Read the full conversation HERE

Ted Timreck
Hidden Landscapes
Videos on the archaeology and legacy of northeastern Native civilization.

The Hidden Landscape Project

The Hidden Landscape Project represents the joined efforts of professional, Native, and antiquarian researchers who have generously volunteered to combine their expertise into a chronicle of research- a series of video stories that investigate the archaeological history and the modern legacy of the Northeastern Native civilization. The combined vision of so many researchers working together also represents a new approach to the long standing and often very heated controversy that surrounds the ceremonial stone landscapes of North America.

Join Doug Harris, Ceremonial Stone Landscapes researcher, Ted Timreck, director of the Hidden Landscapes films, and guest panelists for a five- part series featuring the films, panel discussions, and Q & A.

This series is co-sponsored by the Nolumbeka Project, River Valley Co-op, and the Karuna Center for Peace Building and a grant from the Massachusetts Foundation for the Humanities. Registration is required and limited to 500. Donations are requested. Pre-screenings are available for a fee at http://www.twtimreck.com.

Schedule
Saturday, February 13, 2 pm EST
The Great Falls, Part I: Discovery, Destruction and Preservation in a Massachusetts Town

Sunday, February 14, 2 pm EST
The Great Falls, Part II: Discovery, Destruction and Preservation in a Massachusetts Town

Saturday, March 6, 2 pm EST,
Before the Lake Was Champlain: An Untold Story of Ice Age America. Guest panelist Dr. Fred Wiseman

Saturday, March 13, 2 p.m. EST
The New Antiquarians, Working Together to Unlock the Mysterious Stone Ruins, Guest Panelist Evan Pritchard, Director Center for Algonquin Studies

Saturday, March 20, 2 p.m. EST
The Devil’s Footstep, A New Vision of Early Native Life, Guest panelist Tim Mentz, former Standing Rock Tribal Historic Preservation Officer (1996 to 2008)

To register and donate: Visit http://www.nolumbekaproject.org to register or donate.

The Great Falls, Discovery, Destruction and Preservation in a Massachusetts Town

The first of the Hidden Landscapes film series, will be featured in two parts:
February 13 and 14 at 2 pm EST.

The film begins in Turners Falls, Massachusetts, when the town was attempting to expand the runway of its airport. The plan called for the removal of a low hill that contained what Native American tribal representatives identify as a ritual site-a ceremonial stone landscape. The surprising discovery and the on-going effort to understand and protect what is an amazing and historical asset is a dramatic story of environmental and historic preservation.

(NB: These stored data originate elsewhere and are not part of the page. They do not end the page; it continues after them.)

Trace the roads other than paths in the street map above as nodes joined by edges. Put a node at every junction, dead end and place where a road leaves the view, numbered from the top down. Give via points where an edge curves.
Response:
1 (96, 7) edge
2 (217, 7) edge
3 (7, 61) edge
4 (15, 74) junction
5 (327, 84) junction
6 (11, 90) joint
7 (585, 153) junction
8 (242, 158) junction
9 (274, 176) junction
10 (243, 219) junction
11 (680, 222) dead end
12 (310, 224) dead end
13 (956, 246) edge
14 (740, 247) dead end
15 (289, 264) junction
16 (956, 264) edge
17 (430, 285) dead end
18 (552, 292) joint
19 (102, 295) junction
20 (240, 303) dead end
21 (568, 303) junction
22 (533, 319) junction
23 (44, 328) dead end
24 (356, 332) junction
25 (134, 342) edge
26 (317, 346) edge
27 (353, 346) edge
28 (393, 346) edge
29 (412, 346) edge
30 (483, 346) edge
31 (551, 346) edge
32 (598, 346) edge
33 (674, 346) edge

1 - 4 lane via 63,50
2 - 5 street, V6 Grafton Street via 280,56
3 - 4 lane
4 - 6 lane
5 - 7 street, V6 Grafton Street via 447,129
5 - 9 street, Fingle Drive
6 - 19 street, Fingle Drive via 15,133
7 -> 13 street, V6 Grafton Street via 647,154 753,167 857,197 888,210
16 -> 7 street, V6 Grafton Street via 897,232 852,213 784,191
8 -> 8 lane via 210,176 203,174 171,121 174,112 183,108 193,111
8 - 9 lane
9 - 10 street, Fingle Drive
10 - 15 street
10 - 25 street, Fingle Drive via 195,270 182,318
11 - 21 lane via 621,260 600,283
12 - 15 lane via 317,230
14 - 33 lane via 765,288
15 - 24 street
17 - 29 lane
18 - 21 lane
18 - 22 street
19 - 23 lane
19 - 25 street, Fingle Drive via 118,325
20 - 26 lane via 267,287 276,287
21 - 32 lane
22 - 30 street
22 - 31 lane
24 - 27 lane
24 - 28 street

Join Doug Harris, ceremonial stone landscapes researcher, and director Ted Timreck for the beginning for a five-part film journey of discovery of the forgotten history of the Indigenous cultures of the Northeast.

Click on Register for Webinar or visit www.nolumbekaproject.org to register. Limited to 500 participants. Donations requested.

About the presenters:
Doug Harris, Ceremonial Stone Landscapes Preservationist is a former Tribal Historic Preservation Officer for the Narragansett, and does historical preservation work primarily in the Northeast
T. W. Timreck is a Peabody award-winning documentary filmmaker whose programs have been featured on PBS and other networks around the globe. “Hidden Landscapes” is a multi-part series that tells the story of early Eastern Native American sea cultures and offers a radical perspective on the Indigenous history of northeastern North America
Professor Frederick M. Wiseman is the Coordinator of the Vermont Indigenous Heritage Center, an Indigenous rights activist and author of many scholarly and popular books on archaeology, ethnohistory and ethnobotany
Evan Pritchard (Mi’kmaq descendant) is author of 18 hardcover and trade paperback titles (including four anthologies and two self-published paperbacks) plus 36 other self-published books to date. As a popular adjunct professor, he has taught courses in Native American studies at Marist, Vassar and Pace
Tim Mentz, of the Standing Rock Sioux of South Dakota, became the nation’s first Tribal Historic Preservation Officer(THPO), from 1996 to 2008. Tim is co-owner of Makoche Wowapi (earth writings), a 17-person cultural resources firm focused on identification and protection of Dakota/Lakota cultural heritage sites.